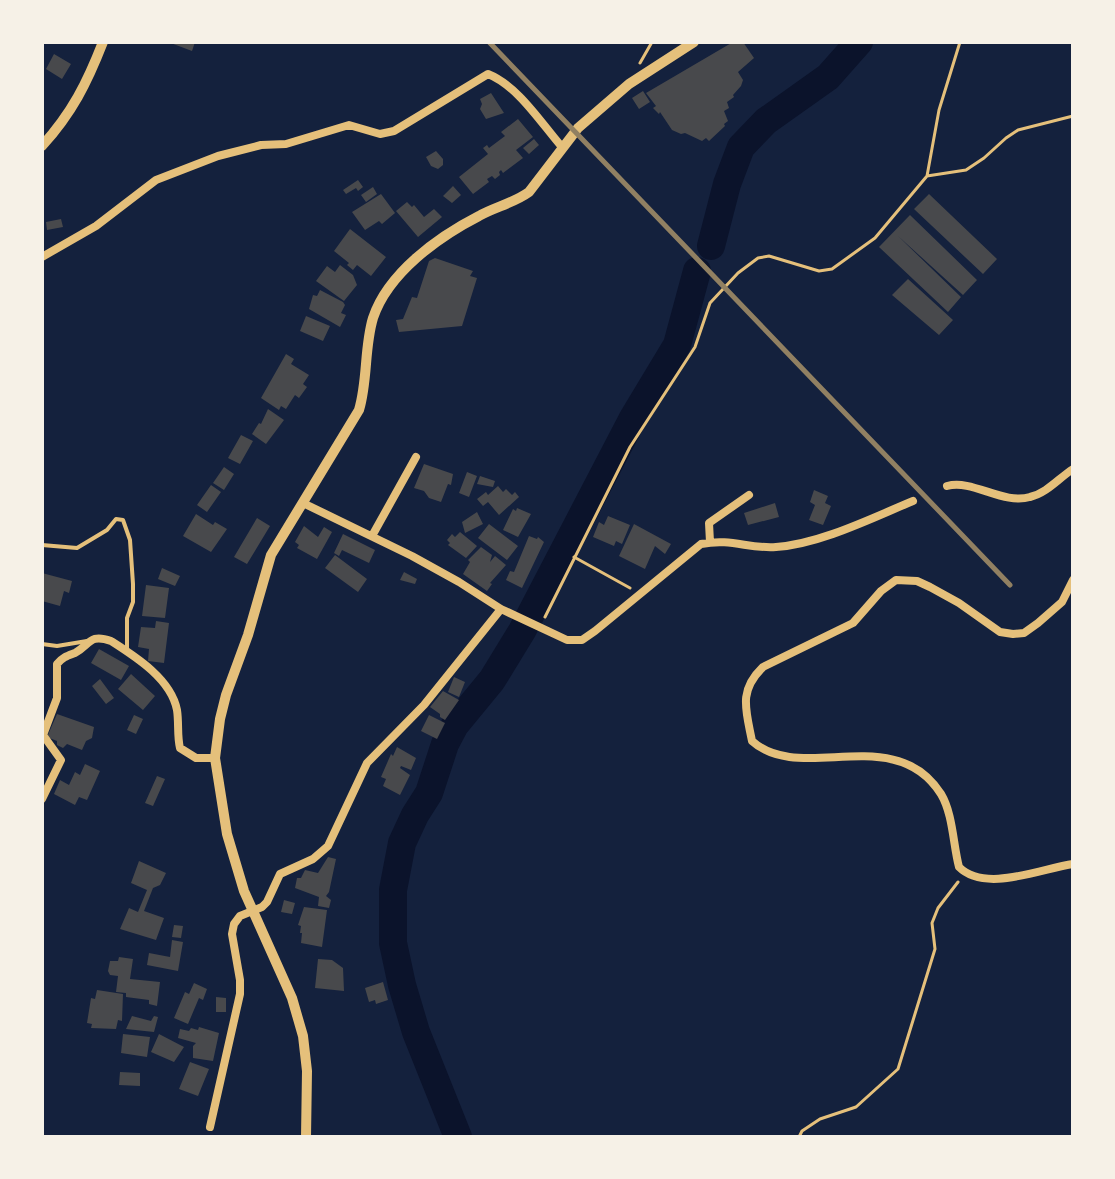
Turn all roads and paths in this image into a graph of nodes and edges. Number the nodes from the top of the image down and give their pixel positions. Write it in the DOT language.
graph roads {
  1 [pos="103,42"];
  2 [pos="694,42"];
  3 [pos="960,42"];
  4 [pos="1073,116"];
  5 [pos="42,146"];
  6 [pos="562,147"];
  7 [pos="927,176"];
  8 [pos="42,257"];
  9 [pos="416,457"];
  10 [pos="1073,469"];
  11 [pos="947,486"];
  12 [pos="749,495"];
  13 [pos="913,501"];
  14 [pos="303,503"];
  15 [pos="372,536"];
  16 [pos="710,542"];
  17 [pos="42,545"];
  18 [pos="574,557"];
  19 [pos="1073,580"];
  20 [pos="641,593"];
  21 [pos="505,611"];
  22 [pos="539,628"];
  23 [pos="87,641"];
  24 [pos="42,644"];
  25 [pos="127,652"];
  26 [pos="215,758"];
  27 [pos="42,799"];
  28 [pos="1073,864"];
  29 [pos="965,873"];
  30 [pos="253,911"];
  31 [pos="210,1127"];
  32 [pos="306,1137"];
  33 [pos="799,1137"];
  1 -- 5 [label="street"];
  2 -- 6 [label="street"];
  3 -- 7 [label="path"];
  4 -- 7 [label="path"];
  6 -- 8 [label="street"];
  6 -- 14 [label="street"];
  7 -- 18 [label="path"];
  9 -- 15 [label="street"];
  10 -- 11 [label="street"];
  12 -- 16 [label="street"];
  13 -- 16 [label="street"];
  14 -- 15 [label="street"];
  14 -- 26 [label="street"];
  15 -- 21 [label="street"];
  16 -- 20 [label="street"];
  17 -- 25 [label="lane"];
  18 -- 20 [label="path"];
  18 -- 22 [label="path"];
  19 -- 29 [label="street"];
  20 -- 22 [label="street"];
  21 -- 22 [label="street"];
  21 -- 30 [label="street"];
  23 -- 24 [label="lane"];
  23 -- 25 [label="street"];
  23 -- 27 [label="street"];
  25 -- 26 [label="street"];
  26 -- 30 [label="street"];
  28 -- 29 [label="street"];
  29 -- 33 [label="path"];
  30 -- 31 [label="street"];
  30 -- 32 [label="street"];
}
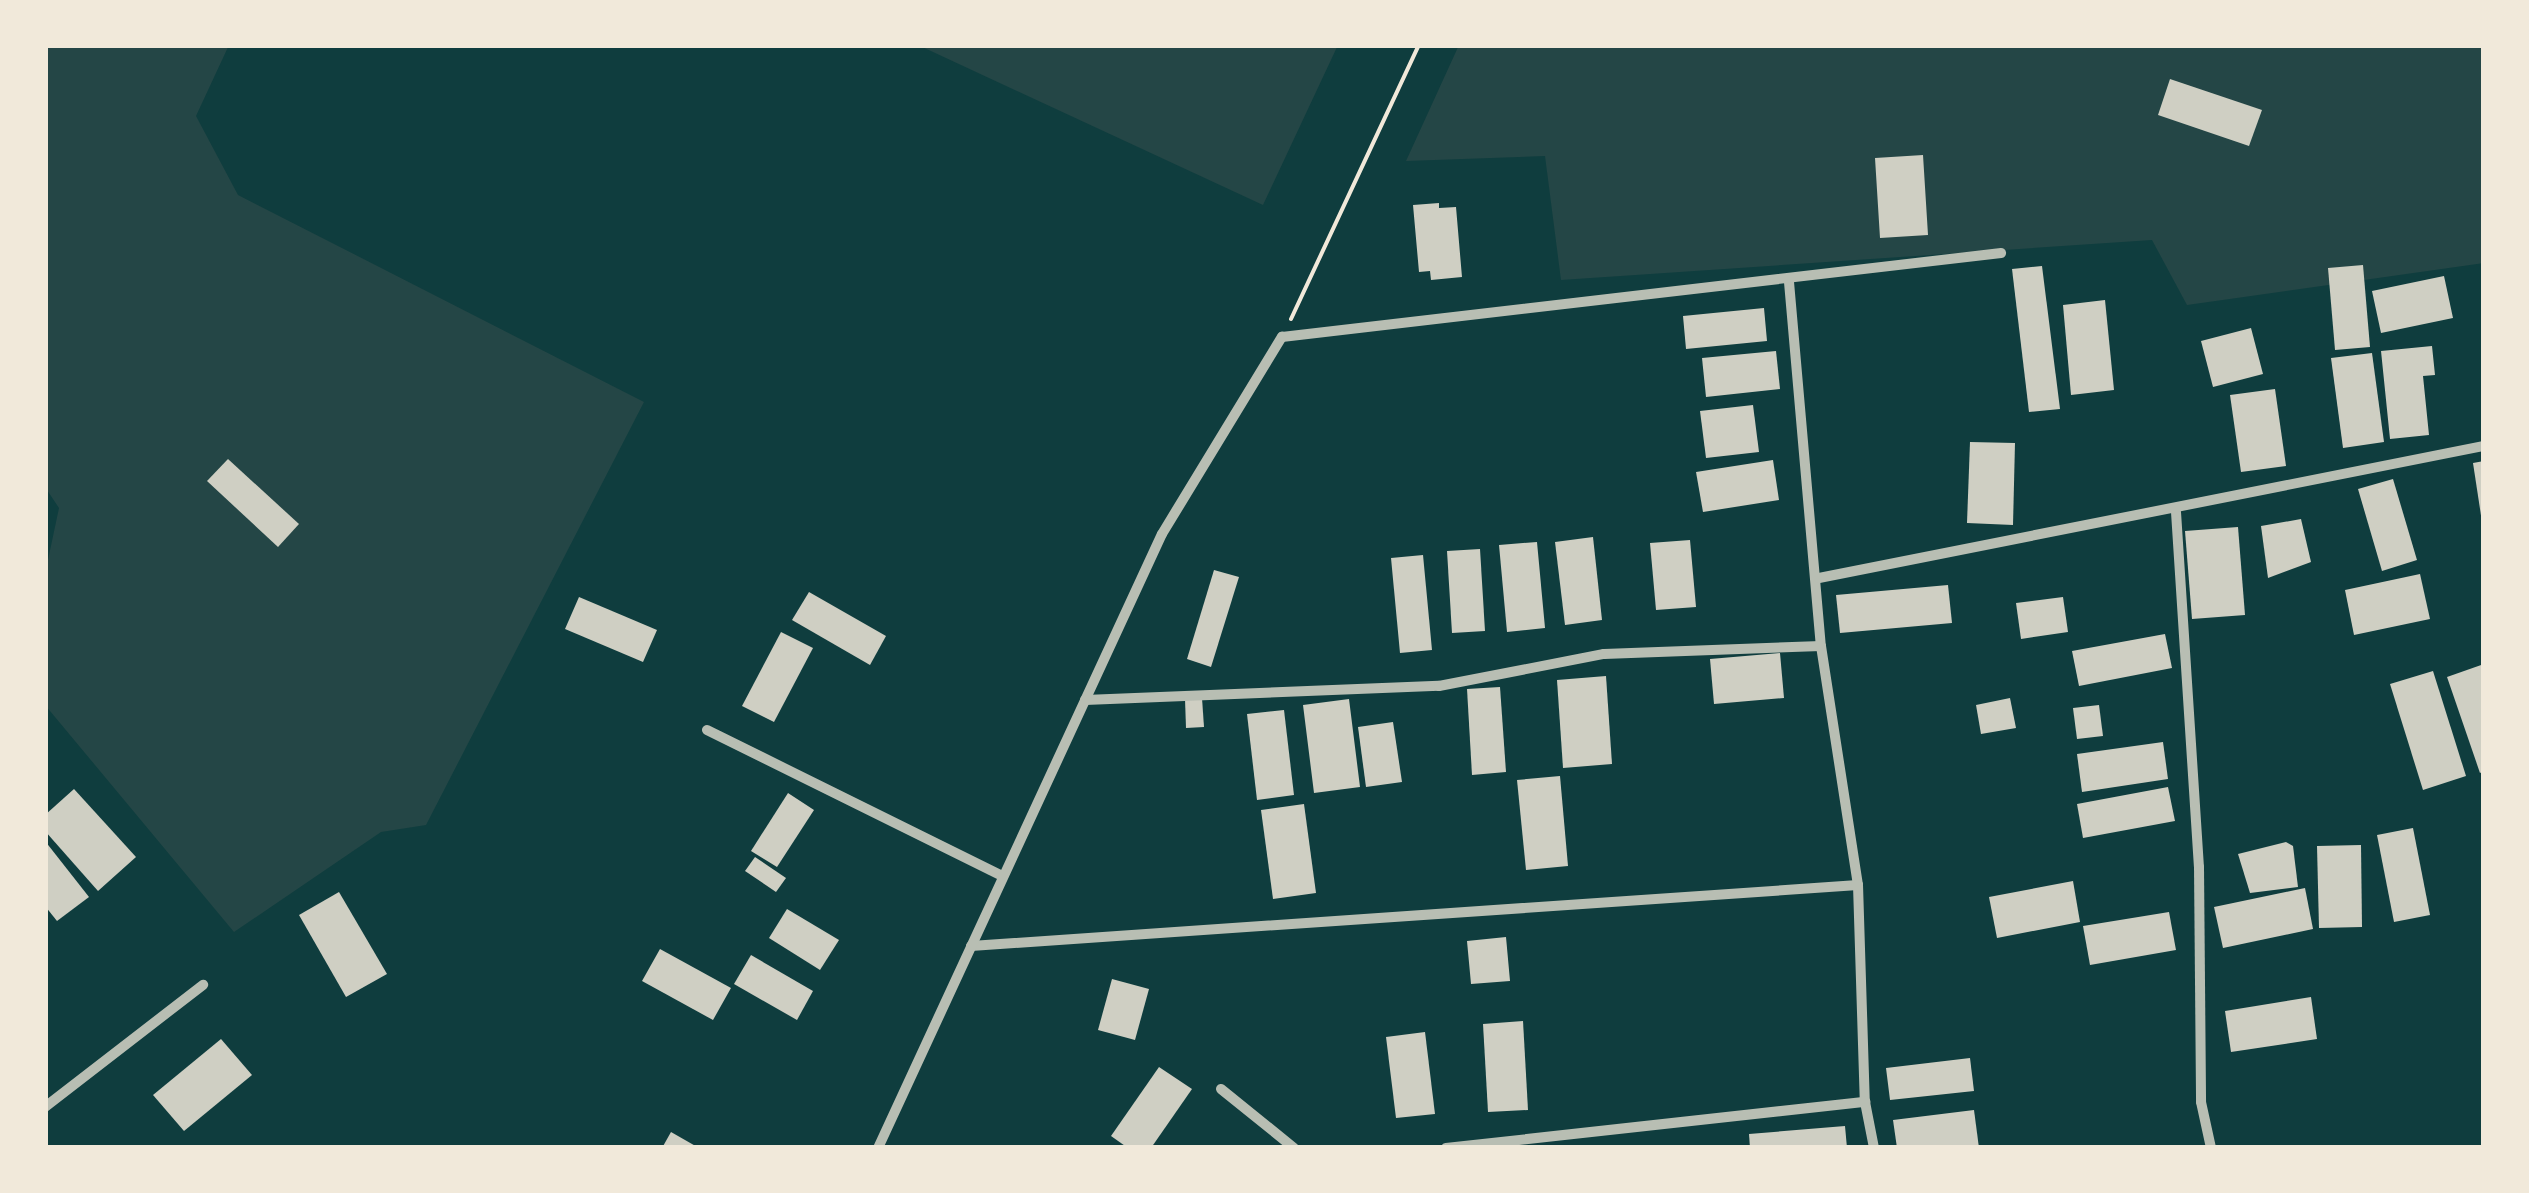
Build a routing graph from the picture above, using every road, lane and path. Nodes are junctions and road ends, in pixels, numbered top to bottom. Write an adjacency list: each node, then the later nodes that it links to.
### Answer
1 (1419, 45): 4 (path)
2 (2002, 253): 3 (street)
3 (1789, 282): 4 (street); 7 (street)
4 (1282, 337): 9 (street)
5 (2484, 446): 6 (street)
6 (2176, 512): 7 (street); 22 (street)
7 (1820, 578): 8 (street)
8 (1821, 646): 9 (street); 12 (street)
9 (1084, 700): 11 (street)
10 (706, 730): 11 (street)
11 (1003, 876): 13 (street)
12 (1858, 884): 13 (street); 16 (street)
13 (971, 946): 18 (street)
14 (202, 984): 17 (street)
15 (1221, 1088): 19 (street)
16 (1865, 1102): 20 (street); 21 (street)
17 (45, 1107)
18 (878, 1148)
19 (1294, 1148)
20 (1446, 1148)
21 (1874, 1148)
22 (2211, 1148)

■ DESCRIPTION OF THE TASK ■
Copy every line in the listing above where the string "lane" turns up.

■ EXERCISE SOLUTION ■
  17 -- 25 [label="lane"];
  23 -- 24 [label="lane"];
Build a routing graph from the picture above, using every road, lane and path. Nodes are junctions and road ends, in pixels, numbered top to bottom. Write an adjacency list: each node, then the later nodes that it links to.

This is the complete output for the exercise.